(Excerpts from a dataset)
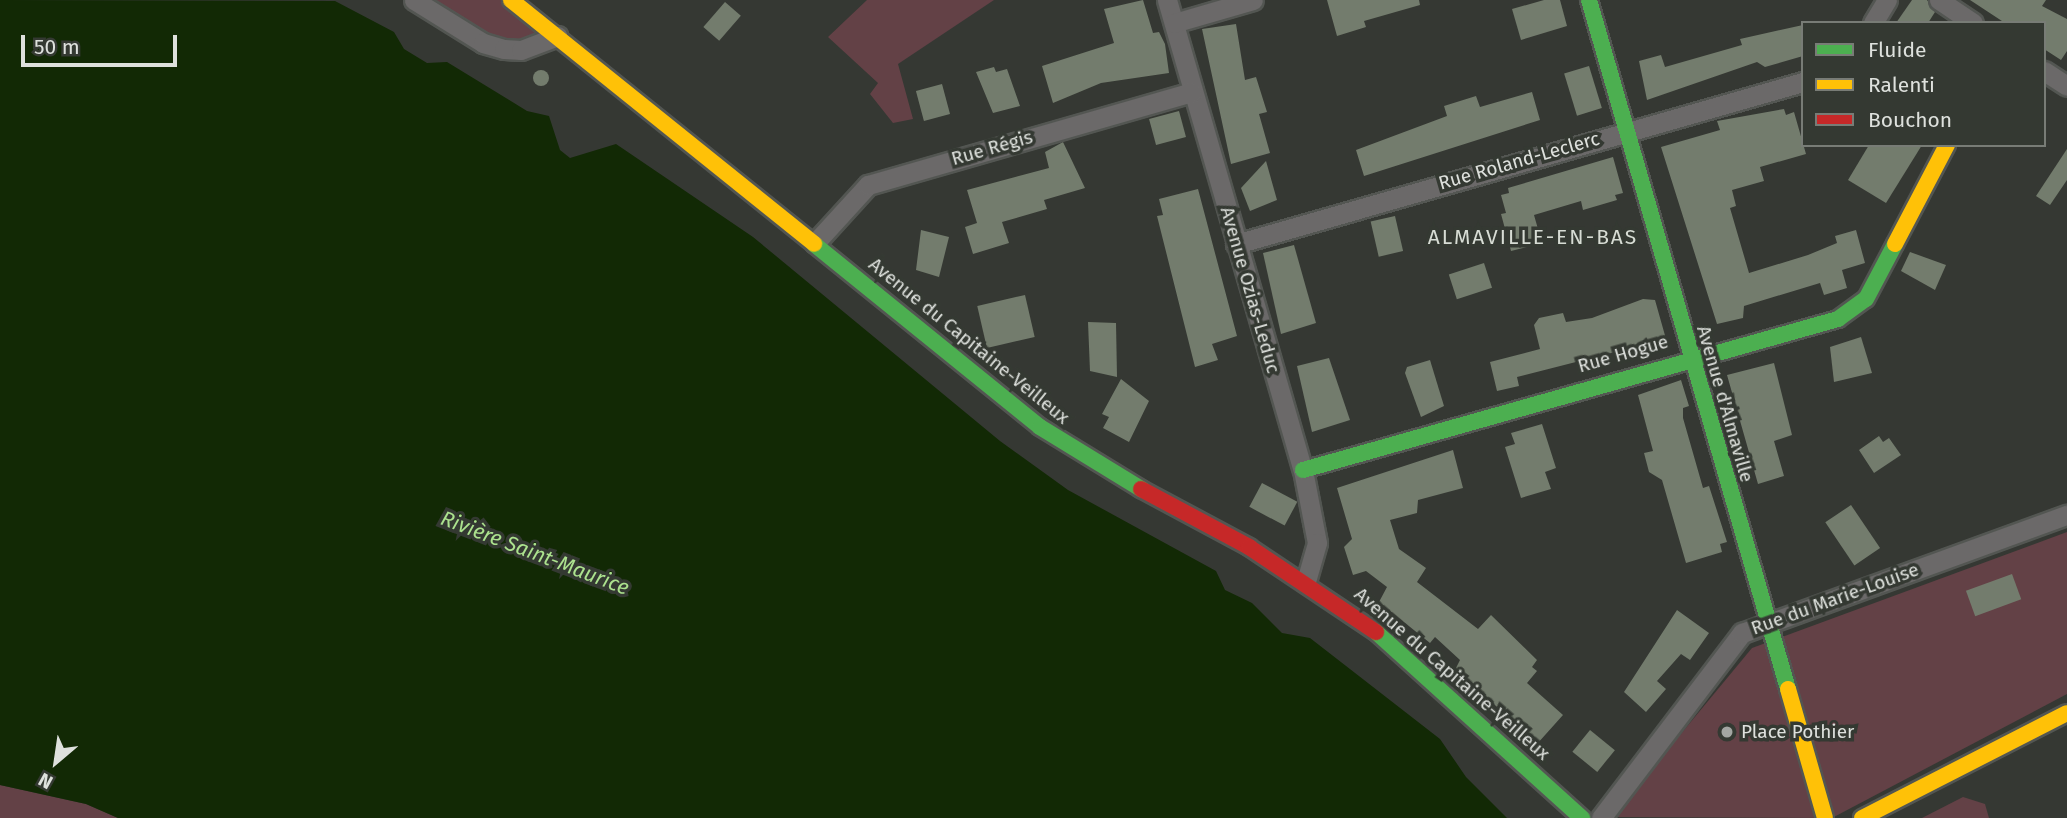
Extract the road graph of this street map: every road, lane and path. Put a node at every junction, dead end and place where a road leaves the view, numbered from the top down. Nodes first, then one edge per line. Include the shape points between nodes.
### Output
1 (414, 0) edge
2 (511, 0) edge
3 (1167, 0) edge
4 (1253, 0) edge
5 (1589, 0) edge
6 (1887, 0) edge
7 (1939, 0) edge
8 (1874, 21) edge
9 (1970, 21) edge
10 (1174, 23) junction
11 (557, 36) junction
12 (2046, 72) edge
13 (1801, 83) edge
14 (2067, 86) edge
15 (1192, 92) junction
16 (1627, 130) junction
17 (1946, 147) edge
18 (815, 243) junction
19 (1236, 244) junction
20 (1689, 357) junction
21 (1303, 470) junction
22 (2067, 515) edge
23 (1306, 581) junction
24 (1767, 625) junction
25 (2067, 713) edge
26 (1582, 818) edge
27 (1601, 818) edge
28 (1825, 818) edge
29 (1862, 818) edge

1 - 11 street via 483,43 503,49 522,50
2 - 11 street, Avenue du Capitaine-Veilleux
3 - 10 street, Avenue Ozias-Leduc
4 - 10 street
5 - 16 street, Avenue d'Almaville
6 - 8 street
7 - 9 street
10 - 15 street, Avenue Ozias-Leduc
11 - 18 street, Avenue du Capitaine-Veilleux
12 - 14 street
13 - 16 street, Rue Roland-Leclerc
15 - 18 street, Rue Régis via 868,185
15 - 19 street, Avenue Ozias-Leduc
16 - 19 street, Rue Roland-Leclerc
16 - 20 street, Avenue d'Almaville
17 - 20 street, Rue Hogue via 1854,311
18 - 23 street, Avenue du Capitaine-Veilleux via 1040,427
19 - 21 street, Avenue Ozias-Leduc
20 - 21 street, Rue Hogue
20 - 24 street, Avenue d'Almaville
21 - 23 street, Avenue Ozias-Leduc via 1317,543
22 - 24 street, Rue du Marie-Louise
23 - 26 street, Avenue du Capitaine-Veilleux via 1362,619
24 - 27 street, Rue du Marie-Louise via 1731,643
24 - 28 street, Avenue d'Almaville
25 - 29 street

Task objective: Above are some records; copy each line there that contains "Almaville".

Written response:
5 - 16 street, Avenue d'Almaville
16 - 20 street, Avenue d'Almaville
20 - 24 street, Avenue d'Almaville
24 - 28 street, Avenue d'Almaville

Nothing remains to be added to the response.